I see the board design for your headlamp project. Are you going to have the LED driver ICs on a separate board? Or is that just a current version which will be modified? I put everything on a single board myself. Maybe not the best in terms of component head management, but it works well enough for me.

Aah, nice!

Okey. I have a batterypack from MagicShine thats on 7.4V (Six 18650s. Two and two in series, then in parallel) that I could use, and 220V charger for this pack. Also have many singel 28650s that I want to use.
Mabye I should use 3.7V insted. The microcontroller needs 3.3V, so that wouldn`t be a problem. But when the batteryvoltage drop form 4.2 (full) to 3-3.3V (“empty”), the light will dim down?
When using a 7.4V batterypack, I could have full brightnes even at 6.6V (“empty” batterypack)?

Aha, the micro-controller needs 3.3V? I use the 1634, it only needs 1.8V. I guess your options are limited with the Arduino platform though. I prefer writing firmware in C using Atmel Studio, my Arduino is collecting dust and I aim to keep it that way.

I think that is the advantage with buck drivers. Because you want to use the MagicShine pack I’d say buck driver is your best option. Someone else should chime in here though, I don’t have any experience with buck drivers at all.

The Atmega328 can run on 3.3v or 5v. 3.3v and it will be 8bit, 5v and it will be 16bit. Want to use the Atmega328 for all the IO pins:

- Battery indicator: 5 0603 LEDs (5 IO pins)

- Battery level measure: 1 IO

- RGB: 3 IOs

- Two XM-L2s: 2 IOs

- One emergency LED: 1 IO

  • Two push buttons: 2 IOs
    Total: 14 IO pins.

I will only use the microprosessor on the dedicated circuitboard and not the other parts of the Arduino

Its a dilemma. 28650s in series will give high voltage, but “half” amperage, 28650s in parallel will give low voltage, but good amperage and “double” the batterylife compared to barreies in series

Because I don’t use buck drivers myself I would go for cells in parallel, but that’s only because I find working 1S easier for driver design.

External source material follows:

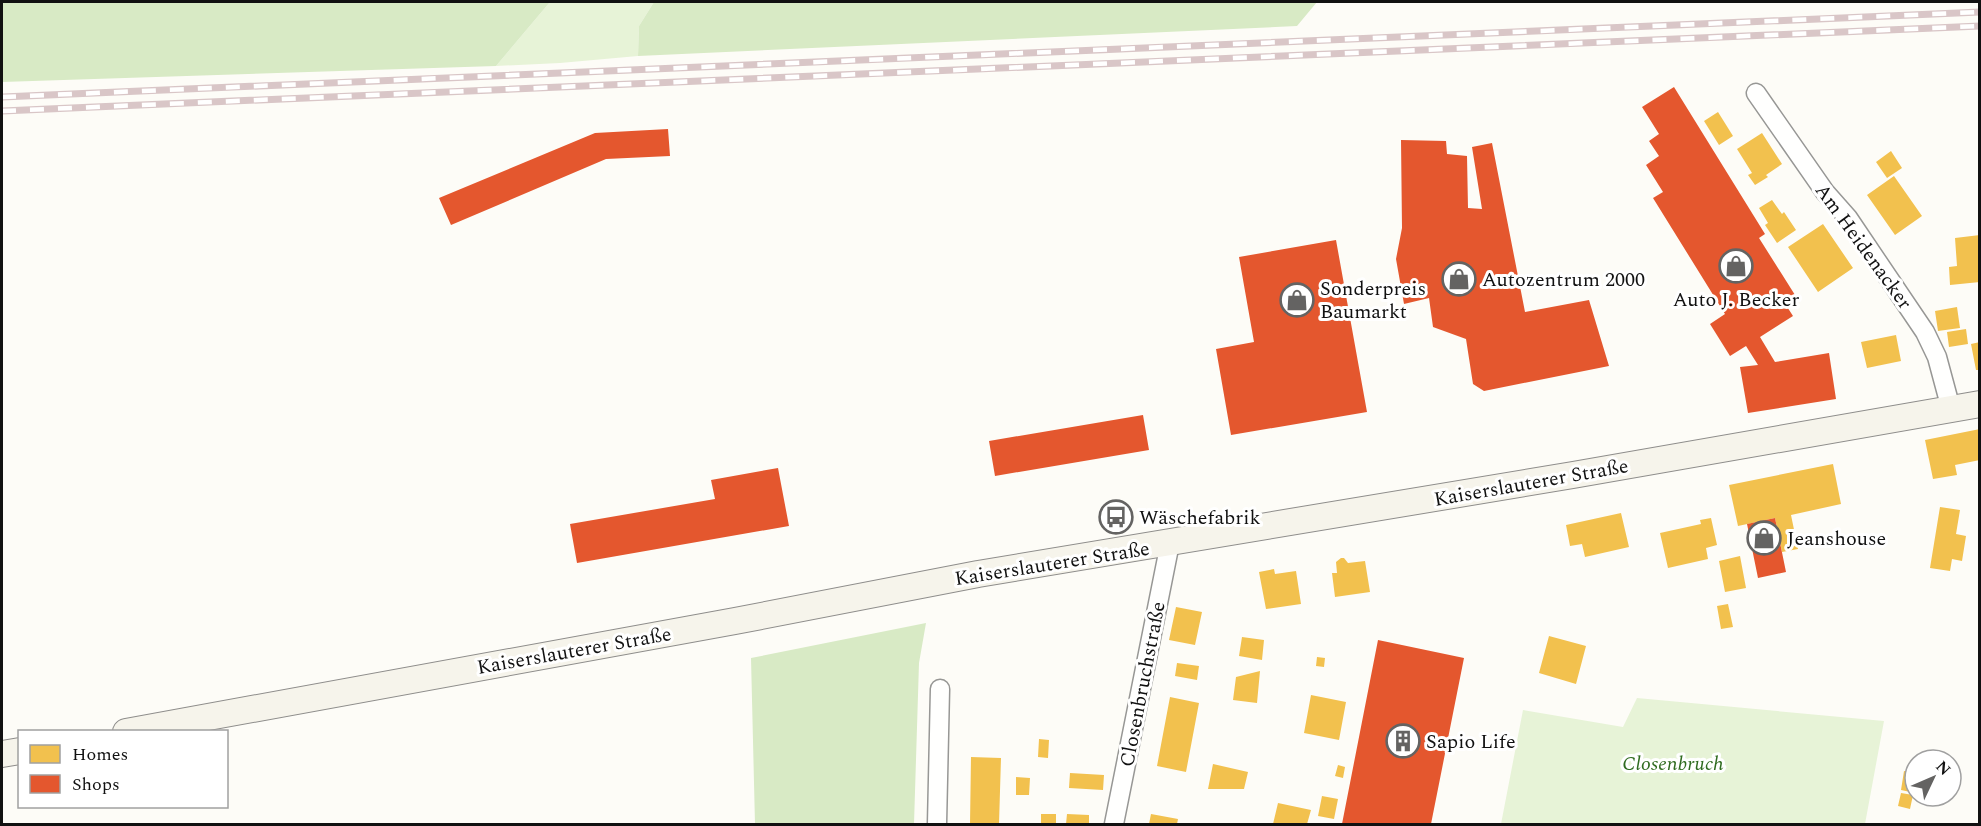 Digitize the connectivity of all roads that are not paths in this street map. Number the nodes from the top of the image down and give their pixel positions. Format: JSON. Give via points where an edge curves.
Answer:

The latest driver I’m designing for that Gemini project I linked above uses 17 IOs. For battery level measure you actually don’t need an IO pin if you are running on 1S voltage levels. You use MCU voltage as voltage reference, and then connect internal 1.1 ref voltage to ADC and measure it. Because internal 1.1V is constant it is easy to calculate MCU VCC. Of coarse, if you have input diode you have to take voltage drop over it into consideration. I do voltage measuring this way myself, it works very well.

I guess you are going to do development and testing in Arduino environment? That’s why you will be using ATmega 328?

Anyhow, if you get close to completion with the cases I would be interested in checking them out. Only interested in casing though, I’ll always use my own driver boards for my own lights.

Hi Hans, I am currently also building a caving light, very similar to what you are designing.

I am modifying a A17DD-L FET +1 driver and use the FET channel for the spot led and 7135 (adding one more 7135) channel for the flood.

If you are interested in my project PM me.

Cheers Yuval.

I know nothing of Arduino, so I won’t be any help. I do like the looks of the lights your trying to make.
I have thought of trying to make one like the Nano, but use 2 drivers,switches, leds, optics etc, 2 lights in one housing.



TaskLED has a dual driver that can be used to control 2 LEDs using only one driver and one switch.

Yes. There are ways to control 2 leds with 1 driver. But if there is a driver failure? I was thinking more for redundancy.